> _TASK DIRECTIONS_: Could you write out the whole listing exactly as it appears?

> _DATASET ENTRIES_:
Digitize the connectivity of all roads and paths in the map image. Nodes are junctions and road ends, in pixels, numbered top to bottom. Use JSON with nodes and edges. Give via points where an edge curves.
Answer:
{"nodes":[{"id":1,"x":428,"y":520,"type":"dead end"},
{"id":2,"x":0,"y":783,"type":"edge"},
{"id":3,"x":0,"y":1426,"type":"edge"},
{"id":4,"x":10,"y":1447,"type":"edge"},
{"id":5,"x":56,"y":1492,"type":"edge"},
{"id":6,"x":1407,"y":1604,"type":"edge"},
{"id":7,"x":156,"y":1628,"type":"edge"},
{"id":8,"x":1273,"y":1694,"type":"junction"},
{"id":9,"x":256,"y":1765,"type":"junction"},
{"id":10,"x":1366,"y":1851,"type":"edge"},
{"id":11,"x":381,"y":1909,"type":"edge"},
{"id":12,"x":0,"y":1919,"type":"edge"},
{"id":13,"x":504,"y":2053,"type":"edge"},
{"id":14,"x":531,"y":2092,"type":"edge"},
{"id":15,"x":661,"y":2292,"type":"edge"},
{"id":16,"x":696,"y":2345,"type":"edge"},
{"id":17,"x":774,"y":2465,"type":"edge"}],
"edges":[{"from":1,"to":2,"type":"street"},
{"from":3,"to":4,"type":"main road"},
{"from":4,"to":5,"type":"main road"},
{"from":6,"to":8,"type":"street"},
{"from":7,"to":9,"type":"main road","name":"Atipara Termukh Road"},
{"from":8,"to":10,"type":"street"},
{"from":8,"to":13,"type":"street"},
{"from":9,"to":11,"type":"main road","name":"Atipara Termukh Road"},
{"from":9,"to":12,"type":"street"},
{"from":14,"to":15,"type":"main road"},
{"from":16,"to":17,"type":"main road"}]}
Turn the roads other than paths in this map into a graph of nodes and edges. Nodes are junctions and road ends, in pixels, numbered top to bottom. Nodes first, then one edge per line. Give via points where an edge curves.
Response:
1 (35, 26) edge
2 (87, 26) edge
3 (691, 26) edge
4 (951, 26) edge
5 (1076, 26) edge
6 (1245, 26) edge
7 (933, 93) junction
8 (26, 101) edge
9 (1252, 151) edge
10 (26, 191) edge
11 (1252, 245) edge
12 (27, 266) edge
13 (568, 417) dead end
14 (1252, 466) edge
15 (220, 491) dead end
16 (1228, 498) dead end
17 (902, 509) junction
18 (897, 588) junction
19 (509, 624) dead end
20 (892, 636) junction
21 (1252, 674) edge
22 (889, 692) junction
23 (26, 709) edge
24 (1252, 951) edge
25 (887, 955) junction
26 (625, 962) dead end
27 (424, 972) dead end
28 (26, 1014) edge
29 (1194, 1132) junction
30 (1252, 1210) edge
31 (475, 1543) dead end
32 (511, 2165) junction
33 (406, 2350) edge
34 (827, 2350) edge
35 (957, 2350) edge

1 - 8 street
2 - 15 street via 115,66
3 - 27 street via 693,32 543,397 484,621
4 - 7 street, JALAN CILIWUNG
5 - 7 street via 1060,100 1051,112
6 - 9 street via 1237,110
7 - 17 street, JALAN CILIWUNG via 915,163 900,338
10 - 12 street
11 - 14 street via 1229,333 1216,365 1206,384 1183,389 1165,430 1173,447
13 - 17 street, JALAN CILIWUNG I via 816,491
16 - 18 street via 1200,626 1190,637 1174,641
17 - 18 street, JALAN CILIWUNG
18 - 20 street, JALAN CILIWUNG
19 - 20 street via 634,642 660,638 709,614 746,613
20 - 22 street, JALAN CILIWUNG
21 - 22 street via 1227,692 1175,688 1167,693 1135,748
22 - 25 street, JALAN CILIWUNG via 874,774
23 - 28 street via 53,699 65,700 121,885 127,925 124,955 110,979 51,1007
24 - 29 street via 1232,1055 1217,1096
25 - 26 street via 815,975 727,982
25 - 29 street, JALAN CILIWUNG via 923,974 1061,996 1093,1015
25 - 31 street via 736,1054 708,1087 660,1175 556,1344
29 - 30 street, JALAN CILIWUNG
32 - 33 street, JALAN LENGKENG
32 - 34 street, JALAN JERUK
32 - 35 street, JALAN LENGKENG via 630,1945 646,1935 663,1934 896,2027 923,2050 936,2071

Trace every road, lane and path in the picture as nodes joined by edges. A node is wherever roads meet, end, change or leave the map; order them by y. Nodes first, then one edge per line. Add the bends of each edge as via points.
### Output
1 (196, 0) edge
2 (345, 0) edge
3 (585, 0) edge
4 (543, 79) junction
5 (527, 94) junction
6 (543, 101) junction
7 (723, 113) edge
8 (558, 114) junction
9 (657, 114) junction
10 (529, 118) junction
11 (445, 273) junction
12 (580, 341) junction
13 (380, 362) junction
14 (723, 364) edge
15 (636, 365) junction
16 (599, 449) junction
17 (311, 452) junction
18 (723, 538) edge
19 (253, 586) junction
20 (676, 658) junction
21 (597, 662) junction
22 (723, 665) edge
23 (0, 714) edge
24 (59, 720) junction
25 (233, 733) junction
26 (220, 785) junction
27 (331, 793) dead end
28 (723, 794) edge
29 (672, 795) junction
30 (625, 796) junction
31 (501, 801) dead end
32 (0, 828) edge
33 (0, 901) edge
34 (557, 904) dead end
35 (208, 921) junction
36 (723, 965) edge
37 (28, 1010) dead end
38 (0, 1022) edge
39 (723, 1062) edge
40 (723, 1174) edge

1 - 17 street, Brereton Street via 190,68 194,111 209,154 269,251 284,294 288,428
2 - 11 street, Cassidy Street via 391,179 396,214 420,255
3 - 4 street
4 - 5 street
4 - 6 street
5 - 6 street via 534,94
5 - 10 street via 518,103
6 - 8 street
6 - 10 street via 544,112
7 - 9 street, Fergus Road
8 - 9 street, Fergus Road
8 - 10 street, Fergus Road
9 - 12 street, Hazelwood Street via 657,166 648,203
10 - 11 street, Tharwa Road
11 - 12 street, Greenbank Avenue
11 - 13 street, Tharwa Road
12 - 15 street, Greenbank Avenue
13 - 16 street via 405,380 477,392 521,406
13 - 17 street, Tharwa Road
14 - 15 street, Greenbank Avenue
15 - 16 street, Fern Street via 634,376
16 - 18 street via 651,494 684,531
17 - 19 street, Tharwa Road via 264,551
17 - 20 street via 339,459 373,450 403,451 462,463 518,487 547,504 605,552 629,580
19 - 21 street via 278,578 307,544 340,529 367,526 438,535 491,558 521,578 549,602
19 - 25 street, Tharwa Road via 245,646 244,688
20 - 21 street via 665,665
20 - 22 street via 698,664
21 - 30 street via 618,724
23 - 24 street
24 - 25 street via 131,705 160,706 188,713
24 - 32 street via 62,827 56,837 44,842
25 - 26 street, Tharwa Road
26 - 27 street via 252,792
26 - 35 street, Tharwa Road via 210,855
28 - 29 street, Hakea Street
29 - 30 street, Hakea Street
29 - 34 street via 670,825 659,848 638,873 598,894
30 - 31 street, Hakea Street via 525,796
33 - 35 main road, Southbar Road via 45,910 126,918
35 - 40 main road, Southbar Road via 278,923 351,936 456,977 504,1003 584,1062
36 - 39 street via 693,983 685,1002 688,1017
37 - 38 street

> _PROBLEM SOLUTION_:
Digitize the connectivity of all roads and paths in the map image. Nodes are junctions and road ends, in pixels, numbered top to bottom. Use JSON with nodes and edges. Give via points where an edge curves.
Answer:
{"nodes":[{"id":1,"x":428,"y":520,"type":"dead end"},
{"id":2,"x":0,"y":783,"type":"edge"},
{"id":3,"x":0,"y":1426,"type":"edge"},
{"id":4,"x":10,"y":1447,"type":"edge"},
{"id":5,"x":56,"y":1492,"type":"edge"},
{"id":6,"x":1407,"y":1604,"type":"edge"},
{"id":7,"x":156,"y":1628,"type":"edge"},
{"id":8,"x":1273,"y":1694,"type":"junction"},
{"id":9,"x":256,"y":1765,"type":"junction"},
{"id":10,"x":1366,"y":1851,"type":"edge"},
{"id":11,"x":381,"y":1909,"type":"edge"},
{"id":12,"x":0,"y":1919,"type":"edge"},
{"id":13,"x":504,"y":2053,"type":"edge"},
{"id":14,"x":531,"y":2092,"type":"edge"},
{"id":15,"x":661,"y":2292,"type":"edge"},
{"id":16,"x":696,"y":2345,"type":"edge"},
{"id":17,"x":774,"y":2465,"type":"edge"}],
"edges":[{"from":1,"to":2,"type":"street"},
{"from":3,"to":4,"type":"main road"},
{"from":4,"to":5,"type":"main road"},
{"from":6,"to":8,"type":"street"},
{"from":7,"to":9,"type":"main road","name":"Atipara Termukh Road"},
{"from":8,"to":10,"type":"street"},
{"from":8,"to":13,"type":"street"},
{"from":9,"to":11,"type":"main road","name":"Atipara Termukh Road"},
{"from":9,"to":12,"type":"street"},
{"from":14,"to":15,"type":"main road"},
{"from":16,"to":17,"type":"main road"}]}
Turn the roads other than paths in this map into a graph of nodes and edges. Nodes are junctions and road ends, in pixels, numbered top to bottom. Nodes first, then one edge per line. Give via points where an edge curves.
Response:
1 (35, 26) edge
2 (87, 26) edge
3 (691, 26) edge
4 (951, 26) edge
5 (1076, 26) edge
6 (1245, 26) edge
7 (933, 93) junction
8 (26, 101) edge
9 (1252, 151) edge
10 (26, 191) edge
11 (1252, 245) edge
12 (27, 266) edge
13 (568, 417) dead end
14 (1252, 466) edge
15 (220, 491) dead end
16 (1228, 498) dead end
17 (902, 509) junction
18 (897, 588) junction
19 (509, 624) dead end
20 (892, 636) junction
21 (1252, 674) edge
22 (889, 692) junction
23 (26, 709) edge
24 (1252, 951) edge
25 (887, 955) junction
26 (625, 962) dead end
27 (424, 972) dead end
28 (26, 1014) edge
29 (1194, 1132) junction
30 (1252, 1210) edge
31 (475, 1543) dead end
32 (511, 2165) junction
33 (406, 2350) edge
34 (827, 2350) edge
35 (957, 2350) edge

1 - 8 street
2 - 15 street via 115,66
3 - 27 street via 693,32 543,397 484,621
4 - 7 street, JALAN CILIWUNG
5 - 7 street via 1060,100 1051,112
6 - 9 street via 1237,110
7 - 17 street, JALAN CILIWUNG via 915,163 900,338
10 - 12 street
11 - 14 street via 1229,333 1216,365 1206,384 1183,389 1165,430 1173,447
13 - 17 street, JALAN CILIWUNG I via 816,491
16 - 18 street via 1200,626 1190,637 1174,641
17 - 18 street, JALAN CILIWUNG
18 - 20 street, JALAN CILIWUNG
19 - 20 street via 634,642 660,638 709,614 746,613
20 - 22 street, JALAN CILIWUNG
21 - 22 street via 1227,692 1175,688 1167,693 1135,748
22 - 25 street, JALAN CILIWUNG via 874,774
23 - 28 street via 53,699 65,700 121,885 127,925 124,955 110,979 51,1007
24 - 29 street via 1232,1055 1217,1096
25 - 26 street via 815,975 727,982
25 - 29 street, JALAN CILIWUNG via 923,974 1061,996 1093,1015
25 - 31 street via 736,1054 708,1087 660,1175 556,1344
29 - 30 street, JALAN CILIWUNG
32 - 33 street, JALAN LENGKENG
32 - 34 street, JALAN JERUK
32 - 35 street, JALAN LENGKENG via 630,1945 646,1935 663,1934 896,2027 923,2050 936,2071

Trace every road, lane and path in the picture as nodes joined by edges. A node is wherever roads meet, end, change or leave the map; order them by y. Nodes first, then one edge per line. Add the bends of each edge as via points.
### Output
1 (196, 0) edge
2 (345, 0) edge
3 (585, 0) edge
4 (543, 79) junction
5 (527, 94) junction
6 (543, 101) junction
7 (723, 113) edge
8 (558, 114) junction
9 (657, 114) junction
10 (529, 118) junction
11 (445, 273) junction
12 (580, 341) junction
13 (380, 362) junction
14 (723, 364) edge
15 (636, 365) junction
16 (599, 449) junction
17 (311, 452) junction
18 (723, 538) edge
19 (253, 586) junction
20 (676, 658) junction
21 (597, 662) junction
22 (723, 665) edge
23 (0, 714) edge
24 (59, 720) junction
25 (233, 733) junction
26 (220, 785) junction
27 (331, 793) dead end
28 (723, 794) edge
29 (672, 795) junction
30 (625, 796) junction
31 (501, 801) dead end
32 (0, 828) edge
33 (0, 901) edge
34 (557, 904) dead end
35 (208, 921) junction
36 (723, 965) edge
37 (28, 1010) dead end
38 (0, 1022) edge
39 (723, 1062) edge
40 (723, 1174) edge

1 - 17 street, Brereton Street via 190,68 194,111 209,154 269,251 284,294 288,428
2 - 11 street, Cassidy Street via 391,179 396,214 420,255
3 - 4 street
4 - 5 street
4 - 6 street
5 - 6 street via 534,94
5 - 10 street via 518,103
6 - 8 street
6 - 10 street via 544,112
7 - 9 street, Fergus Road
8 - 9 street, Fergus Road
8 - 10 street, Fergus Road
9 - 12 street, Hazelwood Street via 657,166 648,203
10 - 11 street, Tharwa Road
11 - 12 street, Greenbank Avenue
11 - 13 street, Tharwa Road
12 - 15 street, Greenbank Avenue
13 - 16 street via 405,380 477,392 521,406
13 - 17 street, Tharwa Road
14 - 15 street, Greenbank Avenue
15 - 16 street, Fern Street via 634,376
16 - 18 street via 651,494 684,531
17 - 19 street, Tharwa Road via 264,551
17 - 20 street via 339,459 373,450 403,451 462,463 518,487 547,504 605,552 629,580
19 - 21 street via 278,578 307,544 340,529 367,526 438,535 491,558 521,578 549,602
19 - 25 street, Tharwa Road via 245,646 244,688
20 - 21 street via 665,665
20 - 22 street via 698,664
21 - 30 street via 618,724
23 - 24 street
24 - 25 street via 131,705 160,706 188,713
24 - 32 street via 62,827 56,837 44,842
25 - 26 street, Tharwa Road
26 - 27 street via 252,792
26 - 35 street, Tharwa Road via 210,855
28 - 29 street, Hakea Street
29 - 30 street, Hakea Street
29 - 34 street via 670,825 659,848 638,873 598,894
30 - 31 street, Hakea Street via 525,796
33 - 35 main road, Southbar Road via 45,910 126,918
35 - 40 main road, Southbar Road via 278,923 351,936 456,977 504,1003 584,1062
36 - 39 street via 693,983 685,1002 688,1017
37 - 38 street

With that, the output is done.